TASK DETAILS
Below are records; state how many of their lines hold the word "void", and give only the figure.

··· SUPPLIED MATERIAL

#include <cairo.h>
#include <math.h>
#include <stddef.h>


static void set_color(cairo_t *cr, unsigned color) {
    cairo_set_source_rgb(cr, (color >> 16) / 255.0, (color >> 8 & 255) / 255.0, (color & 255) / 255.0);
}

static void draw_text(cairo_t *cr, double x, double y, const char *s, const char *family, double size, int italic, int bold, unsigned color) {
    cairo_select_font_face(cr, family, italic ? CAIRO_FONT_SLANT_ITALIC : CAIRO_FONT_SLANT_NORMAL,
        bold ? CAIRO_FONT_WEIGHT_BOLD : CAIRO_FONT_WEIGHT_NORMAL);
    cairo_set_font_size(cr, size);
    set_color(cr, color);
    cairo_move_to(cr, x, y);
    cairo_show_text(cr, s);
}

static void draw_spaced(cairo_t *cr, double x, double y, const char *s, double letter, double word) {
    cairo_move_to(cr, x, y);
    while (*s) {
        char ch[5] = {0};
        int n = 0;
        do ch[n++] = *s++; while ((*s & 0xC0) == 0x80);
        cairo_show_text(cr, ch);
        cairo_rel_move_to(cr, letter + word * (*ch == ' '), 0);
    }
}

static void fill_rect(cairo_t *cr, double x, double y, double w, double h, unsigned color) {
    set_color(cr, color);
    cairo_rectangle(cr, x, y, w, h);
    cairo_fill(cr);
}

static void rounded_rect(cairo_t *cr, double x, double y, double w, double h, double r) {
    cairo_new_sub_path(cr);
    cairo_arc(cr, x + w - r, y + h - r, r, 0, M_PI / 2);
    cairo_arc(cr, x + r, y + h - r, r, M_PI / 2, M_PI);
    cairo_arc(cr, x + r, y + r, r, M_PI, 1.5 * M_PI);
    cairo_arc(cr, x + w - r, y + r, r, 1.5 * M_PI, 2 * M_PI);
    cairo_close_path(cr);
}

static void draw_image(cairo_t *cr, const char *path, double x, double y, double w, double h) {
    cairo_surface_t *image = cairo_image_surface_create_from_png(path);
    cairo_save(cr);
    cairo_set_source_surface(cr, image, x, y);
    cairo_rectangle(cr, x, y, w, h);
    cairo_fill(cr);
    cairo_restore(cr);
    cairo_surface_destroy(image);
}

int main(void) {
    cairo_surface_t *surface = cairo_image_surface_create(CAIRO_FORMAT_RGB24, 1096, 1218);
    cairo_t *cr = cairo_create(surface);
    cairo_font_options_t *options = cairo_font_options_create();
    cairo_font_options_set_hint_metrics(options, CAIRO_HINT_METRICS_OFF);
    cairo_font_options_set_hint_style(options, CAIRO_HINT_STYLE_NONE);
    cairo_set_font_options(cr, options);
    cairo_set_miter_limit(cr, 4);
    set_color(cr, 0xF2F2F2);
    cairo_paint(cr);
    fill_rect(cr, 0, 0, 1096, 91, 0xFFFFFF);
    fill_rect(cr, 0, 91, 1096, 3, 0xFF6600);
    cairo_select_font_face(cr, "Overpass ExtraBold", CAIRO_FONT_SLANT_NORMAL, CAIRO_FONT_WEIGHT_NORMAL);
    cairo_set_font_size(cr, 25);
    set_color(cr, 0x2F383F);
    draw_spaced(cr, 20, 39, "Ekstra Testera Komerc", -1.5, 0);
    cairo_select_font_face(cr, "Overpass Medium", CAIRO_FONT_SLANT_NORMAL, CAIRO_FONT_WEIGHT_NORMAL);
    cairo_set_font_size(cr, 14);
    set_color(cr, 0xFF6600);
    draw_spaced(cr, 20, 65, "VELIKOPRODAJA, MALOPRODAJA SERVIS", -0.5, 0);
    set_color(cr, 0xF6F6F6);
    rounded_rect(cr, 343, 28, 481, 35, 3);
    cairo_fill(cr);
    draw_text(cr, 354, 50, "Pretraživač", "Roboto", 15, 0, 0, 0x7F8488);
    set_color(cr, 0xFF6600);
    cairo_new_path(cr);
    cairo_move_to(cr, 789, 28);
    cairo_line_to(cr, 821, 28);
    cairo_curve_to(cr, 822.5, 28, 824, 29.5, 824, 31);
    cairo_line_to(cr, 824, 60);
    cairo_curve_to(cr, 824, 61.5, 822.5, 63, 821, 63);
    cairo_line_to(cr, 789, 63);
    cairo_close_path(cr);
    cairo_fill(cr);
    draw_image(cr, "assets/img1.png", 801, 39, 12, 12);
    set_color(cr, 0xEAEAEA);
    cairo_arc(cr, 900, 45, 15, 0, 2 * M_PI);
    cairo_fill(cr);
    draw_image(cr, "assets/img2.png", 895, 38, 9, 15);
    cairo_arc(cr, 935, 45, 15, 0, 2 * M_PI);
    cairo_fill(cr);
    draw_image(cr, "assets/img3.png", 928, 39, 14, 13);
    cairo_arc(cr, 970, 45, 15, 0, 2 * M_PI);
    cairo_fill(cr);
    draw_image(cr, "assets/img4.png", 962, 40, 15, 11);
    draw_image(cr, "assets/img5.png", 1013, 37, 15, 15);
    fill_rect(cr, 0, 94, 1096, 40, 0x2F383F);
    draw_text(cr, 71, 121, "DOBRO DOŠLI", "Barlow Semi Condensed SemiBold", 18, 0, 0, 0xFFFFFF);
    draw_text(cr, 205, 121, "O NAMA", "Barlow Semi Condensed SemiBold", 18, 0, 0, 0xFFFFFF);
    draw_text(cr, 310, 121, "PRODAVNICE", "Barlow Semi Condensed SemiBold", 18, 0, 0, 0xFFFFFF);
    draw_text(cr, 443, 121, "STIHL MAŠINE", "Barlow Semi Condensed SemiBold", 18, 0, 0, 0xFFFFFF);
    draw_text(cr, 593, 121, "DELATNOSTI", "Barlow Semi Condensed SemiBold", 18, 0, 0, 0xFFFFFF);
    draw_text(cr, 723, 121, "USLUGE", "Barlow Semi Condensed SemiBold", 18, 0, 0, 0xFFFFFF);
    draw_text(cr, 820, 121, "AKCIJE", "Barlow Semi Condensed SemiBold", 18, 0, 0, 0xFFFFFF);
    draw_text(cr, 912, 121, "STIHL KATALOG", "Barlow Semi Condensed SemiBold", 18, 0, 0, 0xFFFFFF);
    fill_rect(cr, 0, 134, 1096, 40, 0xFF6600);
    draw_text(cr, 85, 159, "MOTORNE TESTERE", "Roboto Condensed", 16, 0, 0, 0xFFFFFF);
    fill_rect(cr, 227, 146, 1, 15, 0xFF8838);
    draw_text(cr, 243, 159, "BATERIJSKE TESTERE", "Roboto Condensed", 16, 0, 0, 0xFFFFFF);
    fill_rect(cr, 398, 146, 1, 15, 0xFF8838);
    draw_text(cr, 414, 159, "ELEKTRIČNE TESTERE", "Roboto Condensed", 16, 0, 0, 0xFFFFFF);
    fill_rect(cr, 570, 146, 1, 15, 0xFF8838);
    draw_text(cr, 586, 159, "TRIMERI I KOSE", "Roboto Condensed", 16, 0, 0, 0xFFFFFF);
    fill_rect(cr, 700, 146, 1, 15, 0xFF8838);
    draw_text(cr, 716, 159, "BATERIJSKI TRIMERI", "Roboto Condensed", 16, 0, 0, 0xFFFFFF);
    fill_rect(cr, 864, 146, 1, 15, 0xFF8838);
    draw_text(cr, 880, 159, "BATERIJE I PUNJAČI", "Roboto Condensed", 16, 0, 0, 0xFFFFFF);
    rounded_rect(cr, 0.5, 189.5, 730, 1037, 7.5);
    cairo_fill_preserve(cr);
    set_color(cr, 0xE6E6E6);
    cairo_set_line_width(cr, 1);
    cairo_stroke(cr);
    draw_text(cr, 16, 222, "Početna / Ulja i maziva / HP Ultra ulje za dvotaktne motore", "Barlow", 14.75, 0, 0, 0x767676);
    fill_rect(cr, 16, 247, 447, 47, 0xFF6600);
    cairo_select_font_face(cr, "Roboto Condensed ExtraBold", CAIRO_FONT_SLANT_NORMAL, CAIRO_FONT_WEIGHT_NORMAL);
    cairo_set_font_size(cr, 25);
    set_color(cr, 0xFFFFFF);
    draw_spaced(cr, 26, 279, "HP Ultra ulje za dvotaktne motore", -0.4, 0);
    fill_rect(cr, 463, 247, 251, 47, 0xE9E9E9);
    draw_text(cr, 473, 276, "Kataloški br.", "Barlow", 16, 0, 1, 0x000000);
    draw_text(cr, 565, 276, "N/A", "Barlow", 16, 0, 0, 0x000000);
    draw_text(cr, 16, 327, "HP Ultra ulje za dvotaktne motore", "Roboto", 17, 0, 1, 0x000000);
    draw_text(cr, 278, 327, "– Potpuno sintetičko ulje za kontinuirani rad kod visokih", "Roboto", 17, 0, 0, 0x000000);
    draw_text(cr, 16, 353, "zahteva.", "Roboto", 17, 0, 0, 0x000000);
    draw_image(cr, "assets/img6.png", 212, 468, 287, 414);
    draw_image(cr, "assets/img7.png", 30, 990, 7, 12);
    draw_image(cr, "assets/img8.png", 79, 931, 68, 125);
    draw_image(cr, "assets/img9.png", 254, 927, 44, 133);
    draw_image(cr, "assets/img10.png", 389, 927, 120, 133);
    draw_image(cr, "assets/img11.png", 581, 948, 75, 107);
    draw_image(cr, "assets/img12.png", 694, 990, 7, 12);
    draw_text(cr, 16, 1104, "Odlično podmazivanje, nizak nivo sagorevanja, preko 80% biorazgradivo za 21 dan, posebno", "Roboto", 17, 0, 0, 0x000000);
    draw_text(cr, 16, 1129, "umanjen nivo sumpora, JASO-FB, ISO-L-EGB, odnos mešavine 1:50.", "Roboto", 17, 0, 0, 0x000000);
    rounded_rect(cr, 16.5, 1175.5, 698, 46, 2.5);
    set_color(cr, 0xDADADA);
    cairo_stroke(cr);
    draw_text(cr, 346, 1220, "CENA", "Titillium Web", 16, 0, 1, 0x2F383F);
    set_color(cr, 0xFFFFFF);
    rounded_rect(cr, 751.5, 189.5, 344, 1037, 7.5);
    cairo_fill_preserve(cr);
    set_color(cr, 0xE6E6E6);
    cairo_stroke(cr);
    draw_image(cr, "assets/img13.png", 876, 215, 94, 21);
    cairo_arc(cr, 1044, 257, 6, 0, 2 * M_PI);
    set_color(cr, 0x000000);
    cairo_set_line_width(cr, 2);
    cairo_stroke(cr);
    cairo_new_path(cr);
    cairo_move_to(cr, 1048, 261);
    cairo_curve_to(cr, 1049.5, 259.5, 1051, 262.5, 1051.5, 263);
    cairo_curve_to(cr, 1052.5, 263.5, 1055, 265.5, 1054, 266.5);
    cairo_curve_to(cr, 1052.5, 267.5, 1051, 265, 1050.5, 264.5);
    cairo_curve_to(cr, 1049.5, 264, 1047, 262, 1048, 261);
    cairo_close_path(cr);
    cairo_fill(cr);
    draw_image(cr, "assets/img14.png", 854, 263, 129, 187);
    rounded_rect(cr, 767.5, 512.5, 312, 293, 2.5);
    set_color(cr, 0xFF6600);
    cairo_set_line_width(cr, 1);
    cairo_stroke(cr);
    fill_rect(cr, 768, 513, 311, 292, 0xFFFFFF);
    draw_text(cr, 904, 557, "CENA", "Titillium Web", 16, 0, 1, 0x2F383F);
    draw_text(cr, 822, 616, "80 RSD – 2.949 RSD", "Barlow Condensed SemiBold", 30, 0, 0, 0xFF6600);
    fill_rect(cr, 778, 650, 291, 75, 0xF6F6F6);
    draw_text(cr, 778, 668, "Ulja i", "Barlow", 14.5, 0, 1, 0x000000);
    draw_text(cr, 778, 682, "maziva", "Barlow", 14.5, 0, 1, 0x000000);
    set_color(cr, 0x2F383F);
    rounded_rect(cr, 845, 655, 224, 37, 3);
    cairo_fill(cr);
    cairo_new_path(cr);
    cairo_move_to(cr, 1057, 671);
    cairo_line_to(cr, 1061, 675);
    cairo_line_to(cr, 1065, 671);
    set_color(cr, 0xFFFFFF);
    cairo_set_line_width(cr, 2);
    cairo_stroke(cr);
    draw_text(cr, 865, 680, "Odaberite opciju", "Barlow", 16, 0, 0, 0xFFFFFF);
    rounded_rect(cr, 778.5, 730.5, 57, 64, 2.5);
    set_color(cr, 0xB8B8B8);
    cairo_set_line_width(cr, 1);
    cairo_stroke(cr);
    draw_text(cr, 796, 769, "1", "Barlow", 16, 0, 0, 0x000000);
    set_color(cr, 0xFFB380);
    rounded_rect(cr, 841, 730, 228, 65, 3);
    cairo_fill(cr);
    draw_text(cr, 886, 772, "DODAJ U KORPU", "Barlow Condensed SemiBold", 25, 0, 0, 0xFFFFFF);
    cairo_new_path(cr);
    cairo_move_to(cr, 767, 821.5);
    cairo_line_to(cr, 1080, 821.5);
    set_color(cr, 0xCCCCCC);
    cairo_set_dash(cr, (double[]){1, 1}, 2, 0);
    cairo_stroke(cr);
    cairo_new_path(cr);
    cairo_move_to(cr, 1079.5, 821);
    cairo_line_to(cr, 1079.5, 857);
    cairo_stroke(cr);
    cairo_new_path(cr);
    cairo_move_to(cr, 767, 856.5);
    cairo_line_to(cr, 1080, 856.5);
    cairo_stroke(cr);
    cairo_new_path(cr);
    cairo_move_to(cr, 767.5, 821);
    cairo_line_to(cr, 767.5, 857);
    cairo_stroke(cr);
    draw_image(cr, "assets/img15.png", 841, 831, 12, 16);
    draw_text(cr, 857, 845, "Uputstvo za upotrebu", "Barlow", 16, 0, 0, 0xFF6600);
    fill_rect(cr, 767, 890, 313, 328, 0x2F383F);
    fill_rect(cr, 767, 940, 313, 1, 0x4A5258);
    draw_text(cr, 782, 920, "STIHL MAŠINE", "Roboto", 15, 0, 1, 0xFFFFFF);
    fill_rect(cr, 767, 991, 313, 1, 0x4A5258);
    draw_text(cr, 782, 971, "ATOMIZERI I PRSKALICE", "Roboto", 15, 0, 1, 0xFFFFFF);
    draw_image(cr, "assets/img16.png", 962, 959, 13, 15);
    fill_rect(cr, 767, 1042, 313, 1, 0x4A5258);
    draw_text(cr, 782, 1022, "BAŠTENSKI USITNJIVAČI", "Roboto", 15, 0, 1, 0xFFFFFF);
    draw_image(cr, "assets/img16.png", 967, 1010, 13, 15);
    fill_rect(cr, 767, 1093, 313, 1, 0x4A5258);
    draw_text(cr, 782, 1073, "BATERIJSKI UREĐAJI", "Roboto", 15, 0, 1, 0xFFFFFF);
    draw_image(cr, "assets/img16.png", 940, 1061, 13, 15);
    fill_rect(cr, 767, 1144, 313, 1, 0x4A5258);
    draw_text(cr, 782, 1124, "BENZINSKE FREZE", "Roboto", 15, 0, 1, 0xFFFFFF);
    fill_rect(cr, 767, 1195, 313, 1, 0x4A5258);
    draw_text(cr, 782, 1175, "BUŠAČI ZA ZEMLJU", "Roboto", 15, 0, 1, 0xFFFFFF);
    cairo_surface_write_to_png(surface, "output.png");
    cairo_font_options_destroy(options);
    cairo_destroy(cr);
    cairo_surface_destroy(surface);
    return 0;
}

······

RESULT OF THE EXERCISE
7